| WHAT NEEDS TO BE DONE |
Could you give the records below again exactly, without the pictures?

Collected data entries
____________
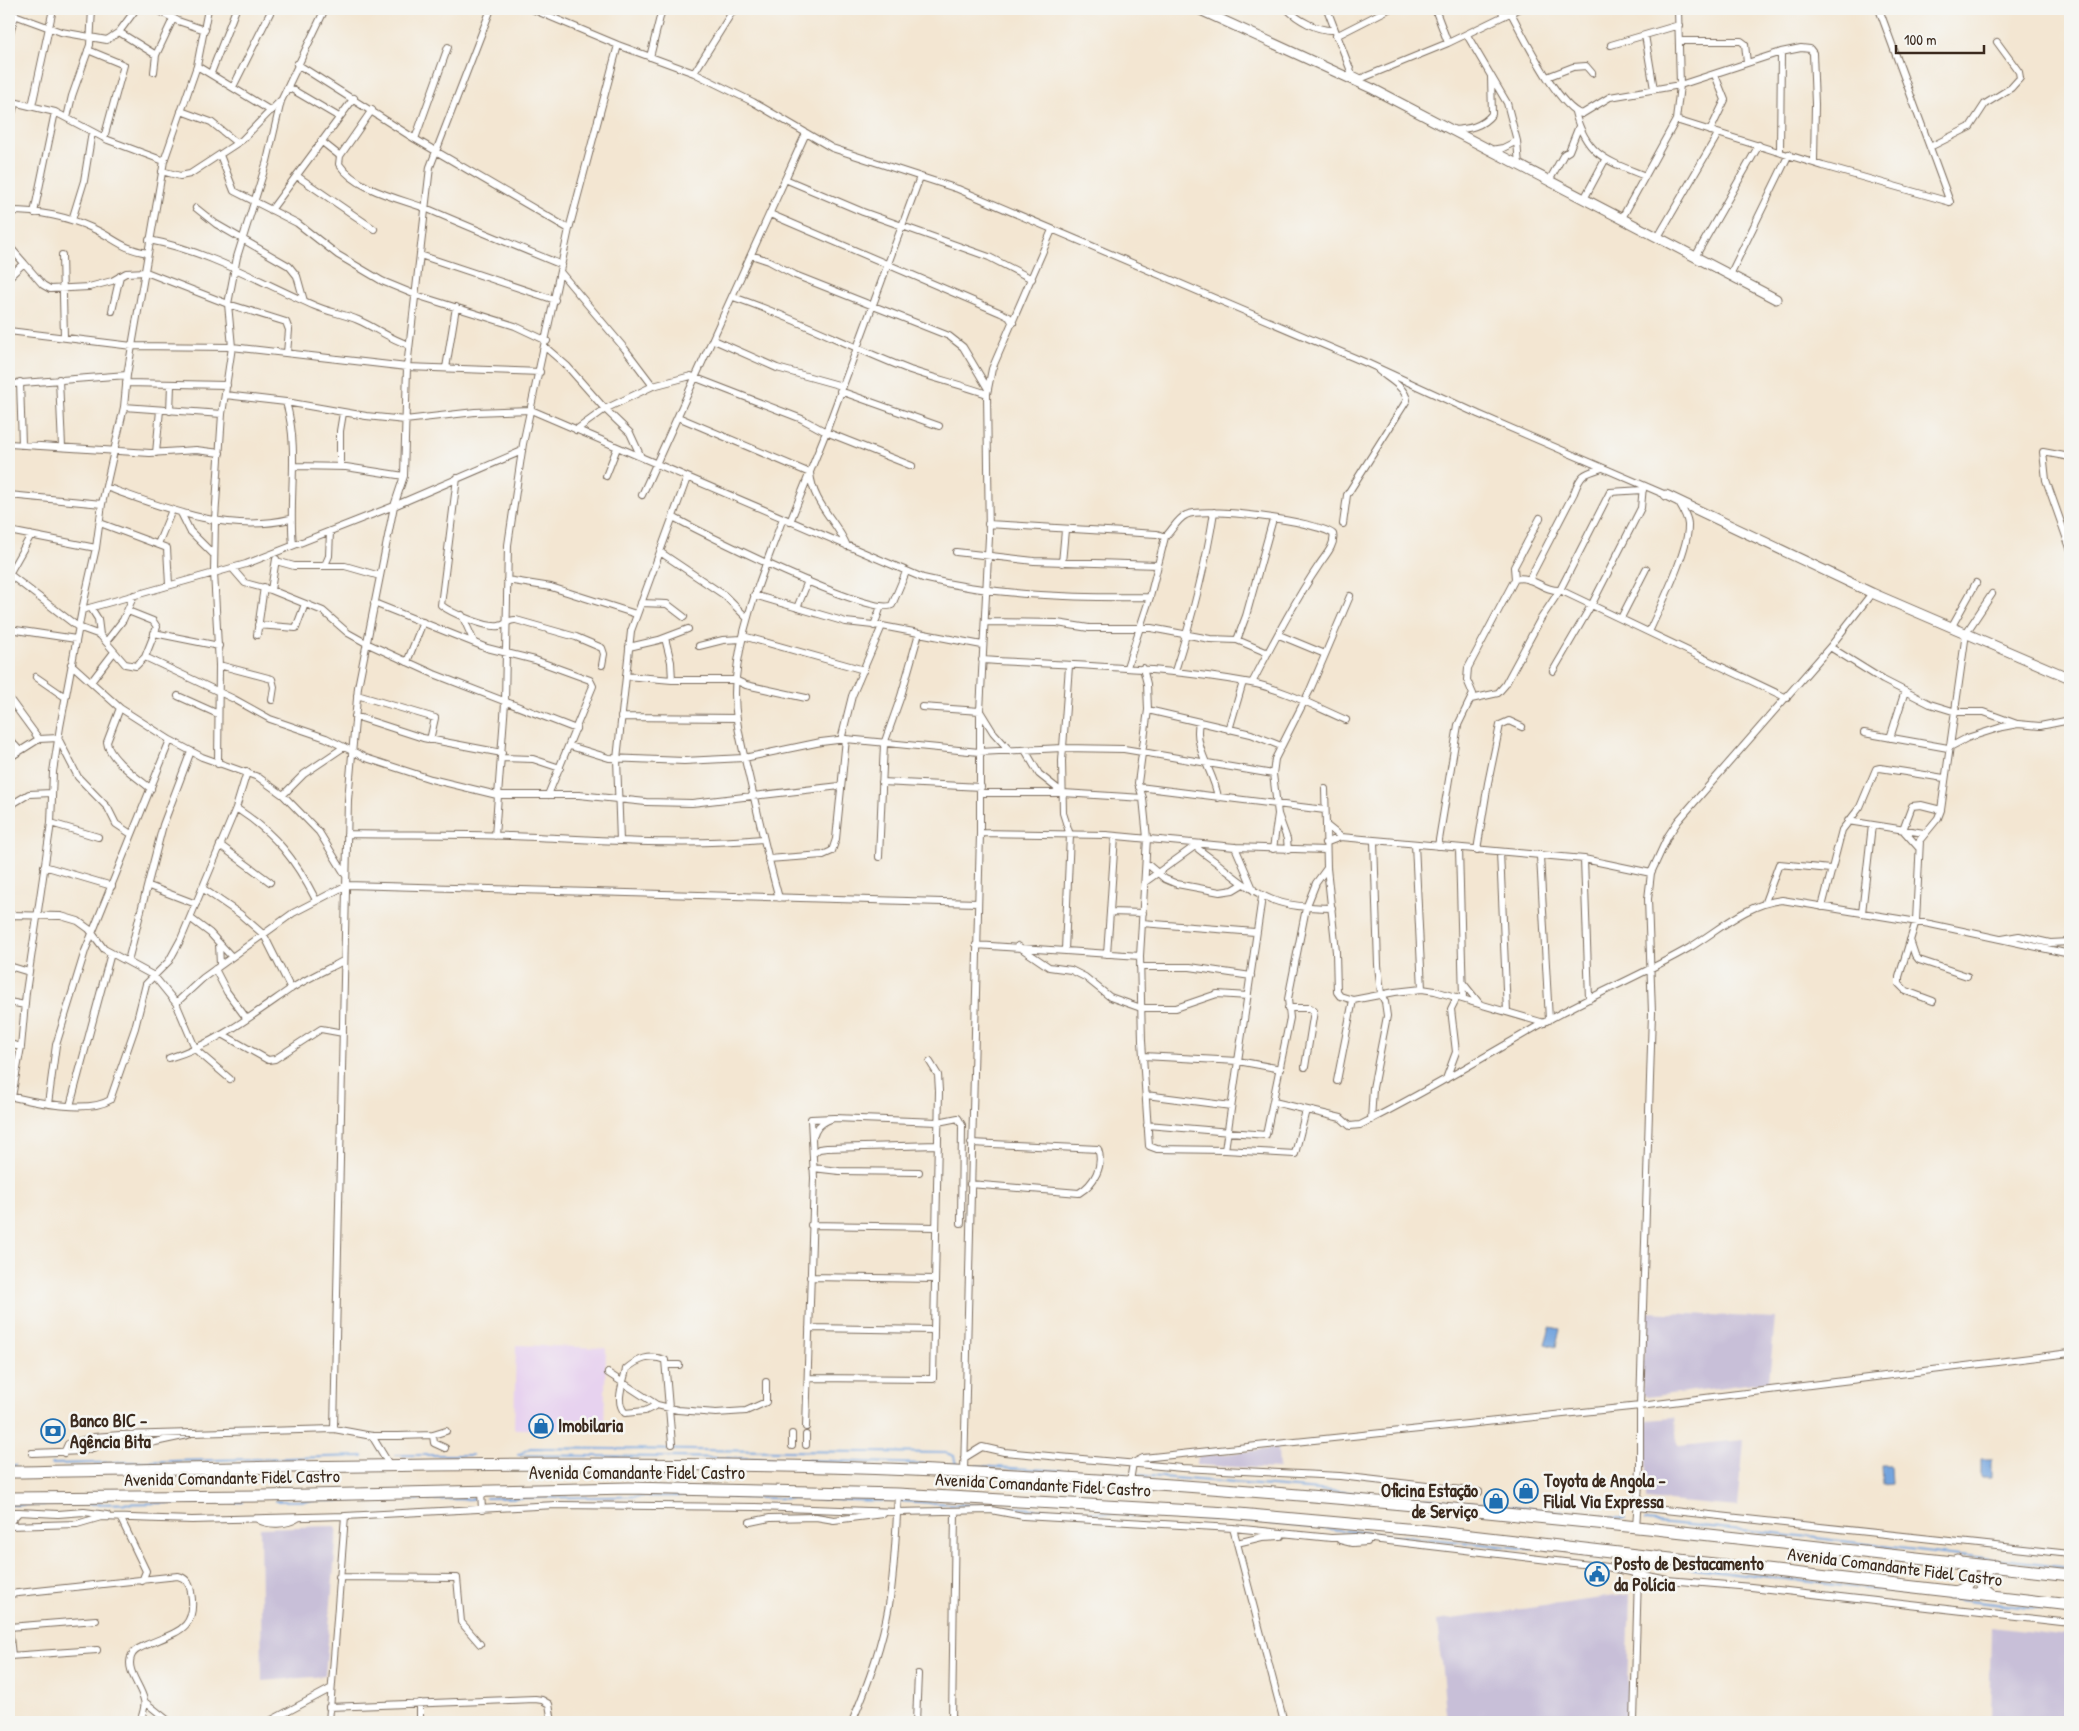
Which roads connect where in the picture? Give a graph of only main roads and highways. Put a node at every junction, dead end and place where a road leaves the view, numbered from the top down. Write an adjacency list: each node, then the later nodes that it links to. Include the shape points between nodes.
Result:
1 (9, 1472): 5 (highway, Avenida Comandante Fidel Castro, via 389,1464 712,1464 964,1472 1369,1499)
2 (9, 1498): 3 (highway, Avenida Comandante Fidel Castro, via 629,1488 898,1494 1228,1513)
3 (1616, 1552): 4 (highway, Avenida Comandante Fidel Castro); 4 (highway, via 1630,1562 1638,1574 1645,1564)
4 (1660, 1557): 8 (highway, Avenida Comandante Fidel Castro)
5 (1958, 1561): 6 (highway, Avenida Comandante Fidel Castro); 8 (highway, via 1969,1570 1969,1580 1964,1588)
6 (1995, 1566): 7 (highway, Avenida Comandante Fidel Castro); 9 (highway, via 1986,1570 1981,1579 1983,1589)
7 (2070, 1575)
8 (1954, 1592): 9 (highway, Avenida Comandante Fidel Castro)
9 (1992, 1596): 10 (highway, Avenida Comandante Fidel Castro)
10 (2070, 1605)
____________
| WRITTEN RESPONSE |
Which roads connect where in the picture? Give a graph of only main roads and highways. Put a node at every junction, dead end and place where a road leaves the view, numbered from the top down. Write an adjacency list: each node, then the later nodes that it links to. Include the shape points between nodes.
Result:
1 (9, 1472): 5 (highway, Avenida Comandante Fidel Castro, via 389,1464 712,1464 964,1472 1369,1499)
2 (9, 1498): 3 (highway, Avenida Comandante Fidel Castro, via 629,1488 898,1494 1228,1513)
3 (1616, 1552): 4 (highway, Avenida Comandante Fidel Castro); 4 (highway, via 1630,1562 1638,1574 1645,1564)
4 (1660, 1557): 8 (highway, Avenida Comandante Fidel Castro)
5 (1958, 1561): 6 (highway, Avenida Comandante Fidel Castro); 8 (highway, via 1969,1570 1969,1580 1964,1588)
6 (1995, 1566): 7 (highway, Avenida Comandante Fidel Castro); 9 (highway, via 1986,1570 1981,1579 1983,1589)
7 (2070, 1575)
8 (1954, 1592): 9 (highway, Avenida Comandante Fidel Castro)
9 (1992, 1596): 10 (highway, Avenida Comandante Fidel Castro)
10 (2070, 1605)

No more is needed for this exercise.